*TASK REQUIREMENTS*. Print every line below exactly as written, but leave the pictures behind.

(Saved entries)
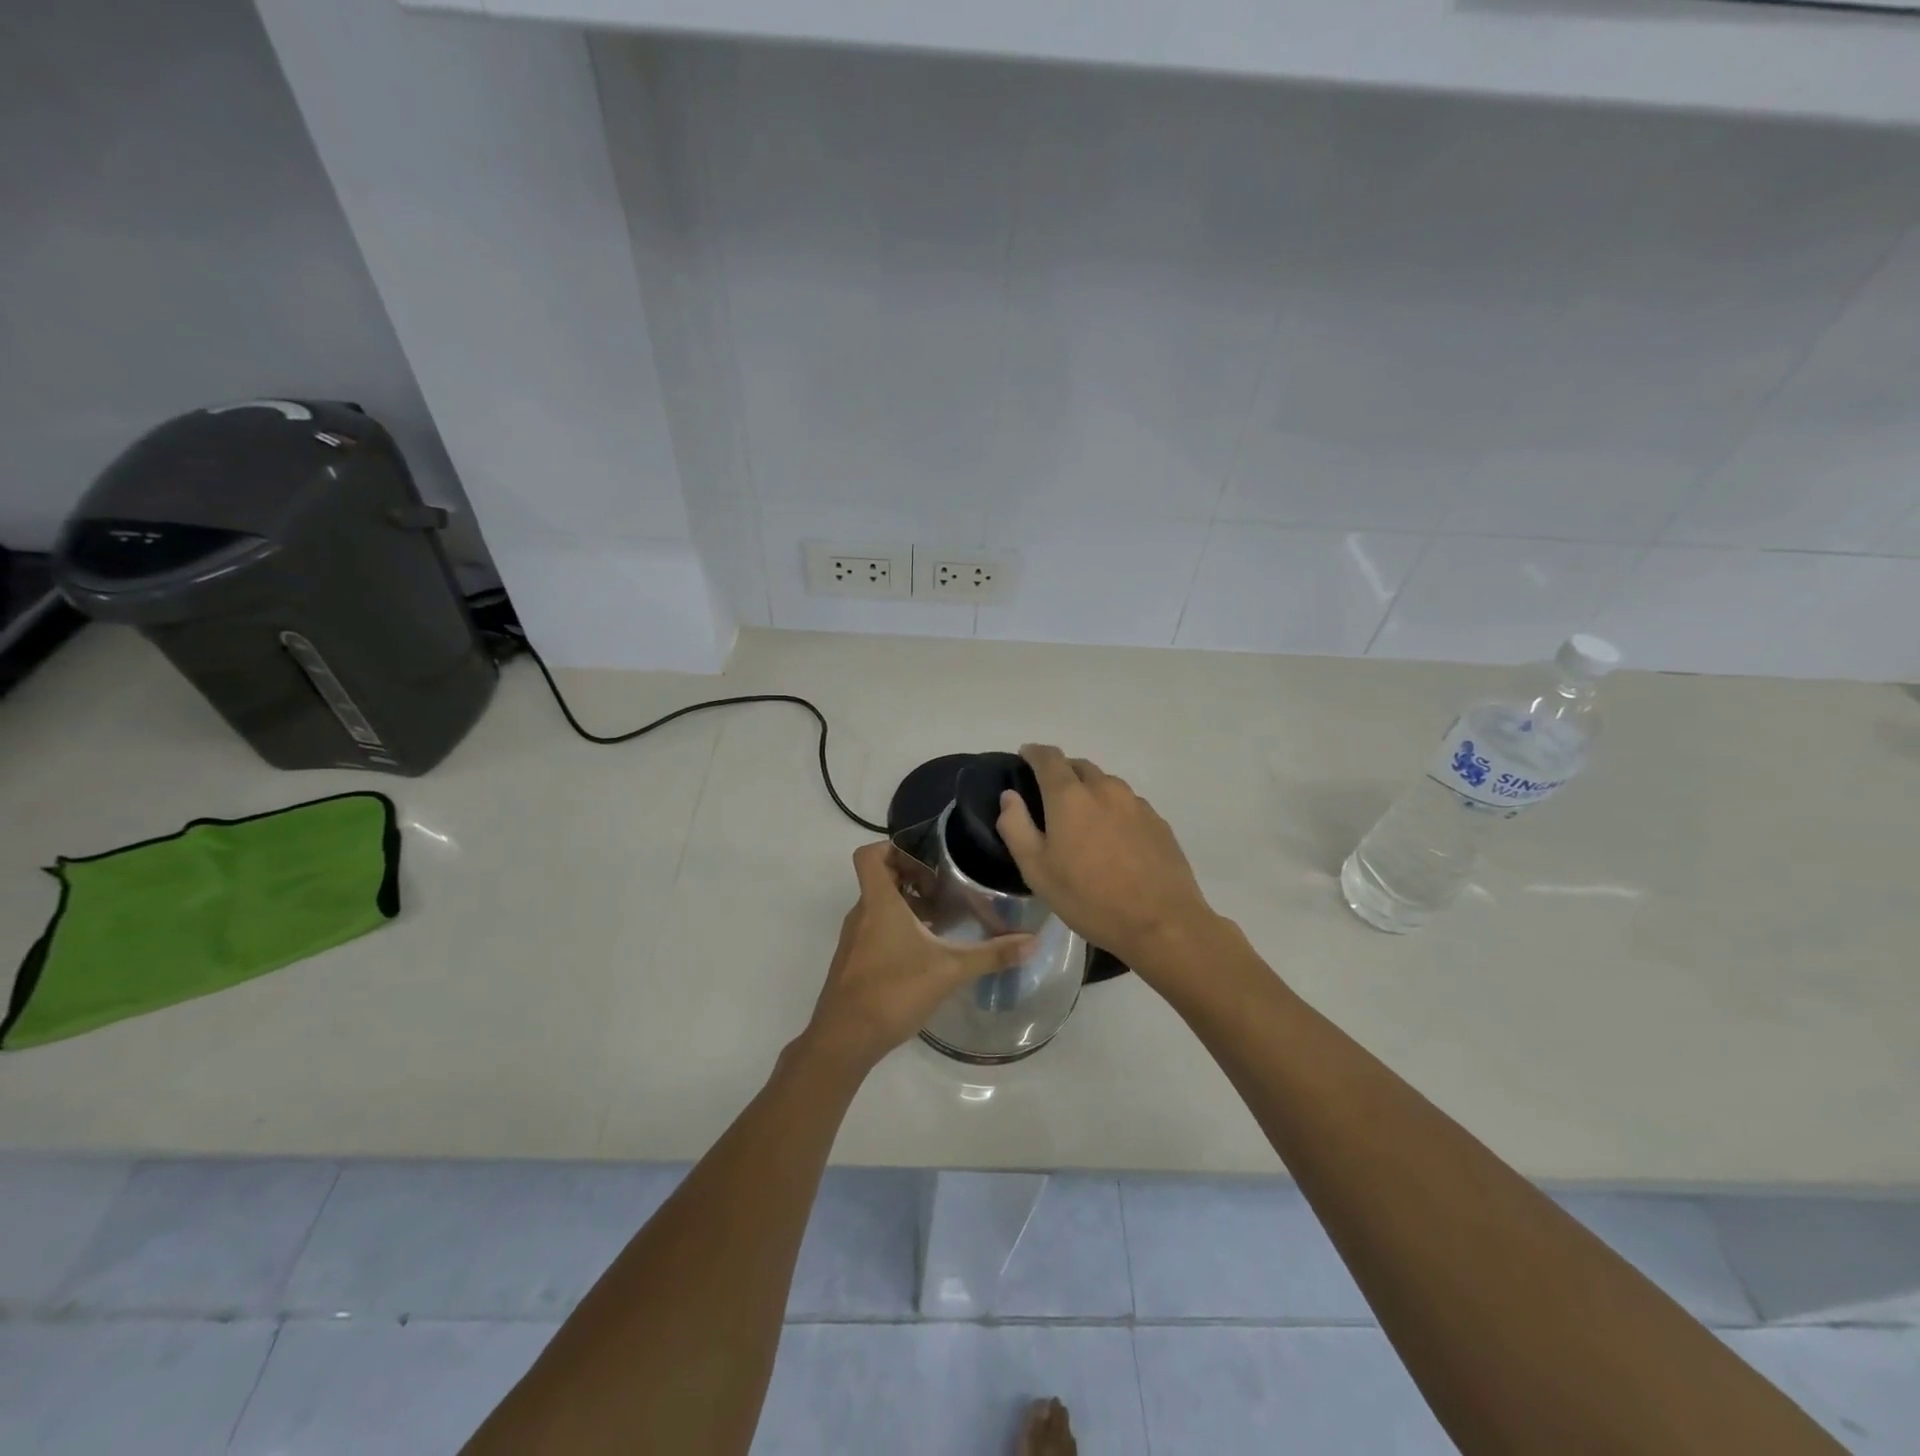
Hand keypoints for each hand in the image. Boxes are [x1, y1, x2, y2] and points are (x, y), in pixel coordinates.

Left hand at [804, 842, 1034, 1073]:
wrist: (844, 1039)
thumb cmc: (894, 991)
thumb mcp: (950, 970)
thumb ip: (992, 955)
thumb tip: (1034, 941)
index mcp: (879, 903)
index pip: (869, 855)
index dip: (892, 848)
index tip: (925, 859)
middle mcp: (861, 914)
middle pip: (879, 879)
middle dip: (911, 879)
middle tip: (944, 890)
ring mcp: (854, 939)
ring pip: (878, 907)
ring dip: (906, 906)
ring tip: (941, 922)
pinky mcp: (852, 962)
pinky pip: (874, 930)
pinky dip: (896, 930)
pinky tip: (923, 954)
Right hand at [995, 744, 1216, 979]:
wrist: (1161, 923)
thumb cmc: (1089, 898)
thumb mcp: (1036, 870)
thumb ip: (1016, 827)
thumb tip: (1010, 796)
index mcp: (1069, 796)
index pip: (1048, 757)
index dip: (1034, 753)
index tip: (1025, 757)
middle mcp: (1104, 788)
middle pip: (1078, 766)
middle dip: (1061, 772)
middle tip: (1050, 796)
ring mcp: (1136, 803)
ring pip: (1106, 784)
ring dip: (1089, 791)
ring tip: (1083, 821)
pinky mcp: (1158, 821)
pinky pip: (1128, 804)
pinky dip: (1113, 810)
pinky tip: (1113, 840)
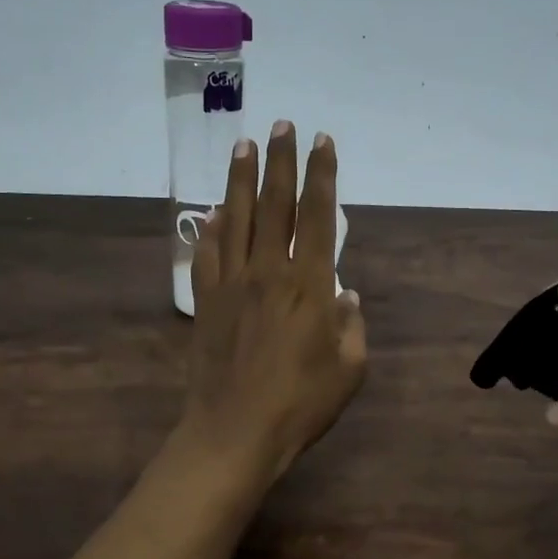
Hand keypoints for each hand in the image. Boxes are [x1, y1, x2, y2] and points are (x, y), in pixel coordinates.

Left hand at [181, 120, 366, 486]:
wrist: (234, 433)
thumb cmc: (300, 405)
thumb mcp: (349, 370)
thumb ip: (351, 326)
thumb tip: (344, 293)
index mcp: (309, 285)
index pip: (319, 216)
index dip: (322, 175)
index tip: (322, 142)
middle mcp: (269, 272)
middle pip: (275, 204)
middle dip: (280, 161)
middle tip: (282, 125)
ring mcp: (232, 284)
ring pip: (237, 218)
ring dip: (241, 178)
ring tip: (244, 144)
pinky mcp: (206, 302)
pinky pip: (209, 254)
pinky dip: (211, 227)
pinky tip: (212, 211)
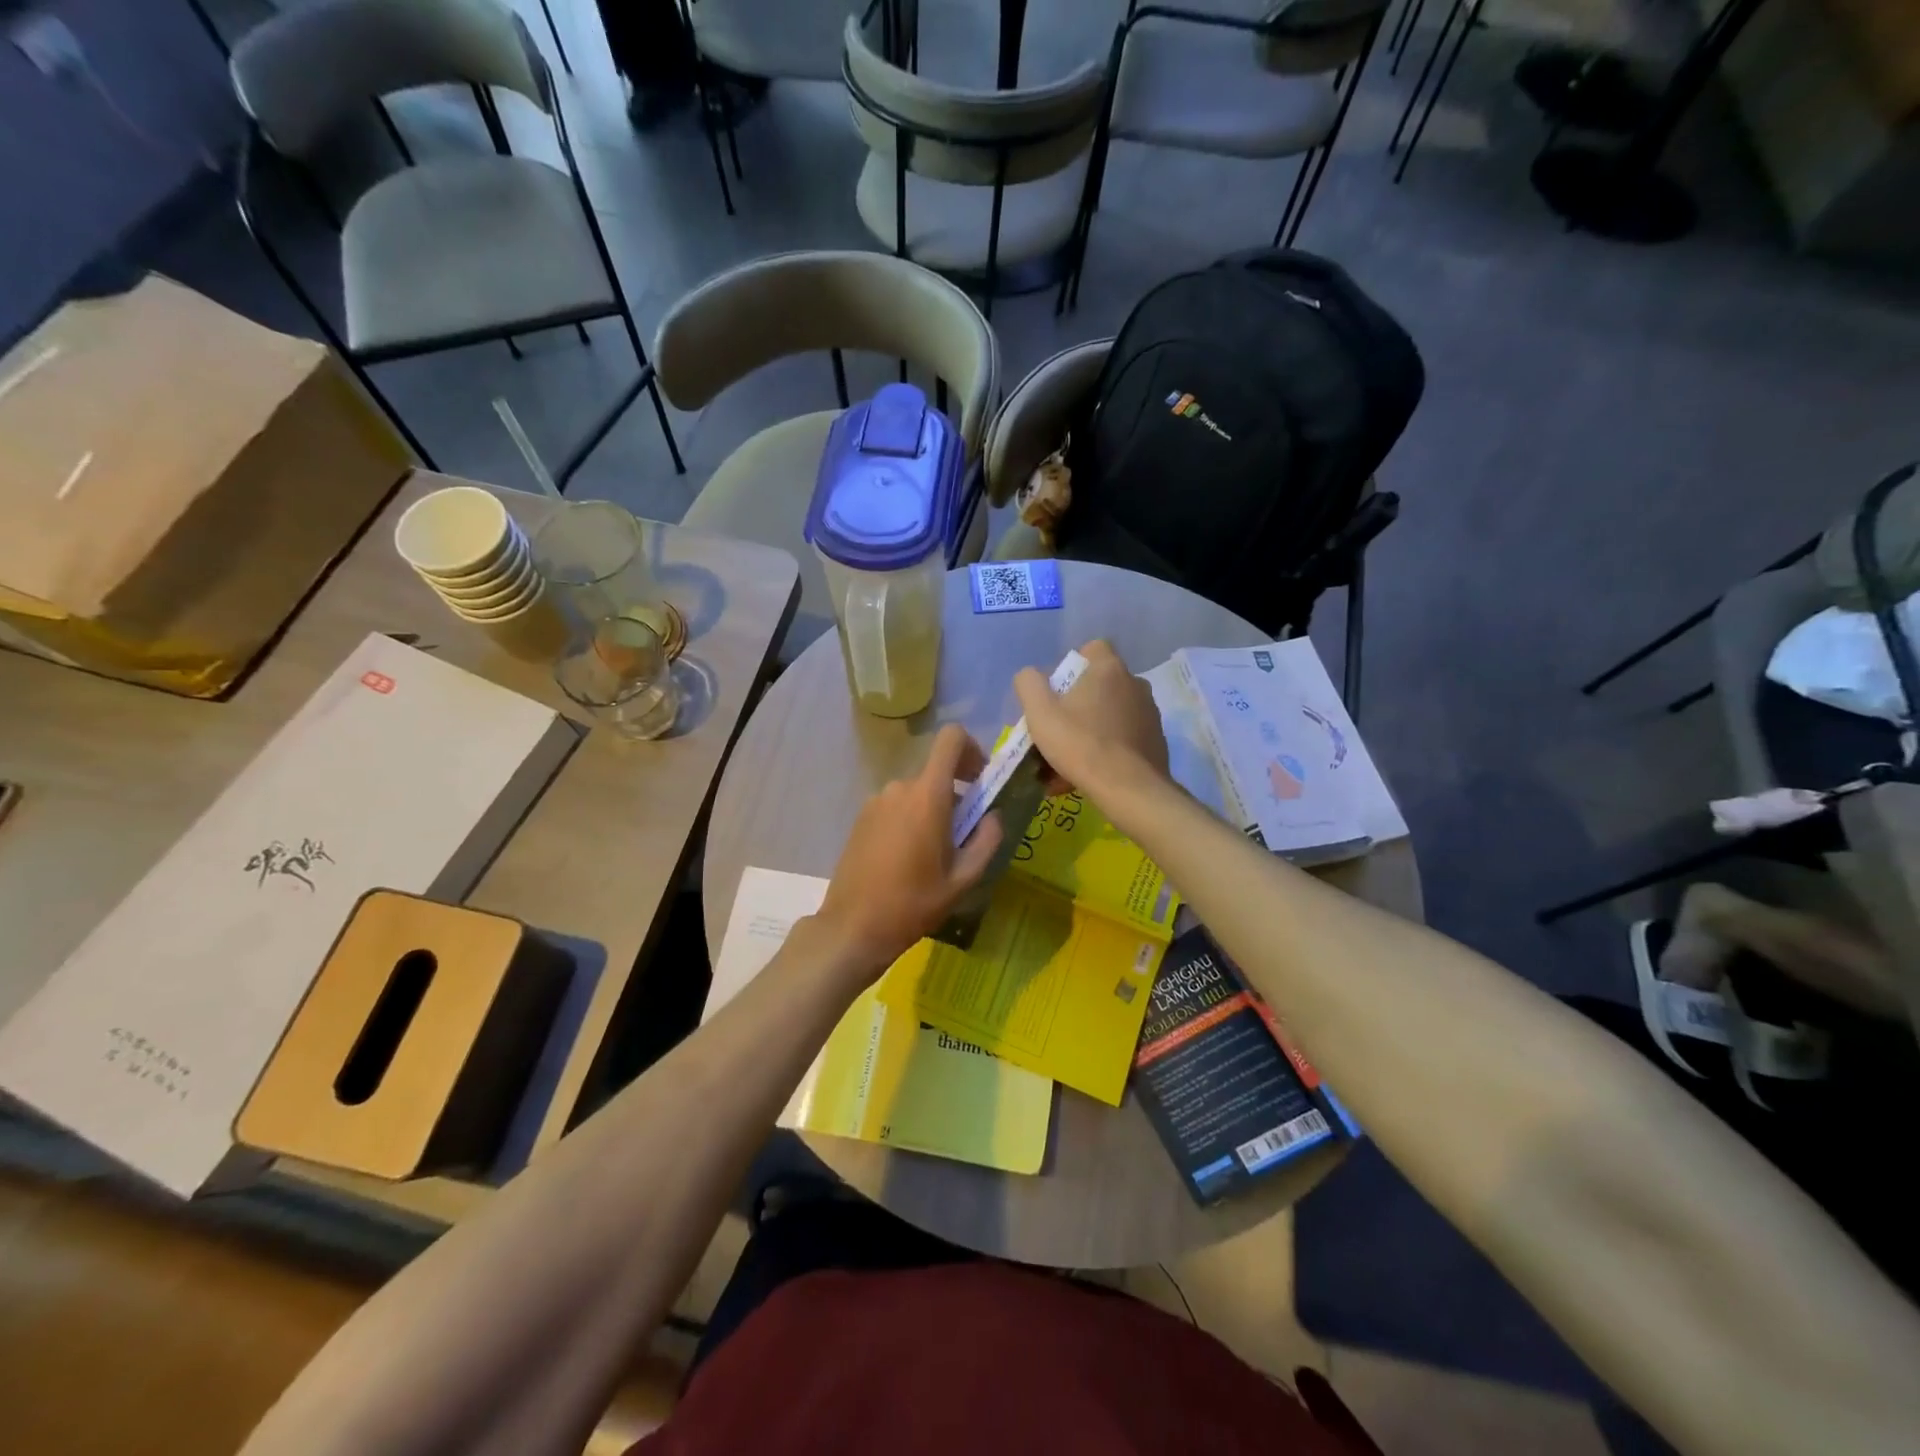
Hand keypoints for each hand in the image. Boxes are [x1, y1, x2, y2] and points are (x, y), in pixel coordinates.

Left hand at [814, 724, 1004, 977]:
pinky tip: (907, 861)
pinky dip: (910, 821)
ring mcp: (876, 801)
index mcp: (927, 795)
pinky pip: (896, 807)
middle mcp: (900, 788)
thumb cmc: (913, 903)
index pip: (951, 738)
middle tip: (963, 836)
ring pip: (916, 793)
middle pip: (936, 773)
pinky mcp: (861, 818)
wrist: (853, 927)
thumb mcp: (963, 879)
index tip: (980, 780)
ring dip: (932, 812)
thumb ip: (986, 840)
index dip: (972, 749)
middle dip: (956, 795)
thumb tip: (993, 816)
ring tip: (934, 856)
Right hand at [1014, 640, 1168, 798]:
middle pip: (1099, 686)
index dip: (1072, 666)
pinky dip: (1105, 751)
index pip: (1093, 648)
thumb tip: (1030, 676)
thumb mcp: (1040, 713)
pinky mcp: (1156, 741)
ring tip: (1066, 762)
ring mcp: (1149, 714)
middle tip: (1057, 730)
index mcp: (1109, 669)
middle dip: (1077, 705)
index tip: (1057, 690)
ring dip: (1089, 731)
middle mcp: (1135, 684)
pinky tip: (1085, 776)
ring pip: (1110, 716)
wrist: (1129, 789)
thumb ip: (1029, 685)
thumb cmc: (1080, 744)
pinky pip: (1122, 739)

*EXERCISE RESPONSE*.
Hand keypoints for each hand in the image. Boxes are [x1, y1, x2, y2] and points are (x, y), in pixel coordinates.

Left hand at [804, 842, 1034, 1073]:
wrist: (844, 1039)
thumb cmc: (894, 991)
thumb mcp: (950, 970)
thumb ip: (992, 955)
thumb tip: (1034, 941)
index mcp: (879, 903)
index pip: (869, 855)
index dip: (892, 848)
index tip: (925, 859)
middle mcp: (861, 914)
middle pip: (879, 879)
middle dip: (911, 879)
middle tip: (944, 890)
ring mcp: (854, 939)
ring pip: (878, 907)
ring dip: (906, 906)
ring tip: (941, 922)
pinky mcp: (852, 962)
pinky pip: (874, 930)
pinky dip: (896, 930)
pinky tip: (923, 954)
Right hand at [995, 744, 1216, 979]:
wrist: (1161, 923)
thumb cmc: (1089, 898)
thumb mcp: (1036, 870)
thumb ip: (1016, 827)
thumb tip: (1010, 796)
index mcp: (1069, 796)
index pip: (1048, 757)
index dip: (1034, 753)
index tip: (1025, 757)
middle mcp: (1104, 788)
middle pip: (1078, 766)
middle dip: (1061, 772)
middle tip: (1050, 796)
ring mcp: (1136, 803)
ring pip: (1106, 784)
ring dip: (1089, 791)
ring tip: (1083, 821)
pinky mcp: (1158, 821)
pinky pip: (1128, 804)
pinky dip: (1113, 810)
pinky tip: (1113, 840)
Hand keypoints for each hand in the image. Boxes are [x1, y1, x2, y2] and points are (x, y), in pixel coordinates.

Left hand at [181, 120, 366, 486]:
wrist: (234, 433)
thumb cmc: (300, 405)
thumb mcp: (349, 370)
thumb ip: (351, 326)
thumb tip: (344, 293)
index mcp: (309, 285)
index pip: (319, 216)
index dip: (322, 175)
index tip: (322, 142)
middle mcp: (269, 272)
middle pip: (275, 204)
middle dip: (280, 161)
middle tip: (282, 125)
ring mcp: (232, 284)
ring pip: (237, 218)
ring dip: (241, 178)
ring tip: (244, 144)
pinky mcp: (206, 302)
pinky pip: (209, 254)
pinky dip: (211, 227)
pinky tip: (212, 211)
Hand keypoints for each hand in the image. Boxes are [x1, y1, x2, y2] and points are (x, y), in pixel coordinates.

Left hand at [814, 724, 1004, 977]:
pinky tip: (907, 861)
pinky dip: (910, 821)
ring mcp: (876, 801)
index mcp: (927, 795)
pinky pip: (896, 807)
middle mcp: (900, 788)
thumb cmc: (913, 903)
index pip: (951, 738)
middle tip: (963, 836)
ring pip: (916, 793)
middle pip: (936, 773)
pinky mcp: (861, 818)
wrist: (853, 927)
thumb mcp: (963, 879)
index tip: (980, 780)
ring dip: (932, 812)
thumb ip: (986, 840)
index dip: (972, 749)
middle dip: (956, 795)
thumb tip: (993, 816)
ring tip: (934, 856)
Right hand at [1014, 640, 1168, 798]:
middle pip: (1099, 686)
index dip: (1072, 666)
pinky dip: (1105, 751)
index pip: (1093, 648)
thumb tip: (1030, 676)
thumb mcp: (1040, 713)
pinky mcp: (1156, 741)
ring tip: (1066, 762)
ring mcp: (1149, 714)
middle tip: (1057, 730)
index mcp: (1109, 669)
middle dip: (1077, 705)
index tip: (1057, 690)
ring dip: (1089, 731)
middle mcp: (1135, 684)
pinky tip: (1085, 776)
ring pip: (1110, 716)
wrist: (1129, 789)
thumb ip: (1029, 685)
thumb cmc: (1080, 744)
pinky pip: (1122, 739)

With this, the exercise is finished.